Converter HTML to Telegram Entities

Project description

Sulguk - HTML to telegram entities converter

PyPI version downloads license

Need to deliver formatted content to your bot clients? Having a hangover after trying to fit HTML into telegram? Beautifulsoup is too complicated and not helping with messages?

Try sulguk (술국, a hangover soup) - delivered since 1800s.

Problem

Telegram supports parse_mode="html", but:

  • Telegram processes spaces and new lines incorrectly. So we cannot format HTML source for more readability.
  • Amount of supported tags is very low
  • It does not ignore additional attributes in supported tags.

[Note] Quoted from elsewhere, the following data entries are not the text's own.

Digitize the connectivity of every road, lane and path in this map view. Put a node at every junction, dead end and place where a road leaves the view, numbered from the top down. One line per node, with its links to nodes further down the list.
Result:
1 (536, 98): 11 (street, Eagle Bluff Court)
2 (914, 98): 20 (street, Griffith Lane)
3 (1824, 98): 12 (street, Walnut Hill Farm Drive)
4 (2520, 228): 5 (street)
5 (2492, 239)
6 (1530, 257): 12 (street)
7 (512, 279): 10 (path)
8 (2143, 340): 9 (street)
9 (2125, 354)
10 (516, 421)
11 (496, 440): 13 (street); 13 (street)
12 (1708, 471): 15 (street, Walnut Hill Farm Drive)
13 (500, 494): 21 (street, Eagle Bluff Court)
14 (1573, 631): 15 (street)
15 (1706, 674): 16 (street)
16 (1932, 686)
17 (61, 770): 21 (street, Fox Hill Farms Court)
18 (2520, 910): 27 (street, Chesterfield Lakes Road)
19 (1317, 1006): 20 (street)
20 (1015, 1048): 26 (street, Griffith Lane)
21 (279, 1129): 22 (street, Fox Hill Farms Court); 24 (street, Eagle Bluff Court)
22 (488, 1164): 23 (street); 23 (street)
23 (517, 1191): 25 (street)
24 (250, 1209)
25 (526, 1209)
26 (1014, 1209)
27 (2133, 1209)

Let's imagine we have HTML like this:

<b>This is a demo of <a href="https://github.com/tishka17/sulguk">Sulguk</a></b>

  <u>Underlined</u>
  <i>Italic</i>
  <b>Bold</b>

This is how it is rendered in browser (expected behavior):

But this is how it is rendered in Telegram with parse_mode="html":

To solve this we can convert HTML to telegram entities with sulguk. So that's how it looks now:

Example

  1. Create your nice HTML:
<ol start="10">
    <li>some item</li>
    <li>other item</li>
</ol>
<p>Some <b>text</b> in a paragraph</p>
  1. Convert it into text and entities
result = transform_html(raw_html)
  1. Send it to telegram.

Depending on your library you may need to convert entities from dict into proper type

await bot.send_message(
    chat_id=CHAT_ID,
    text=result.text,
    entities=result.entities,
)

Example for aiogram users

  1. Add SulgukMiddleware to your bot
from sulguk import AiogramSulgukMiddleware

bot.session.middleware(AiogramSulgukMiddleware())
  1. Create your nice HTML:
<ol start="10">
    <li>some item</li>
    <li>other item</li>
</ol>
<p>Some <b>text</b> in a paragraph</p>
  1. Send it using sulguk as a parse_mode:
from sulguk import SULGUK_PARSE_MODE

await bot.send_message(
    chat_id=CHAT_ID,
    text=raw_html,
    parse_mode=SULGUK_PARSE_MODE,
)

Supported tags:

For all supported tags unknown attributes are ignored as well as unknown classes. Unsupported tags are raising an error.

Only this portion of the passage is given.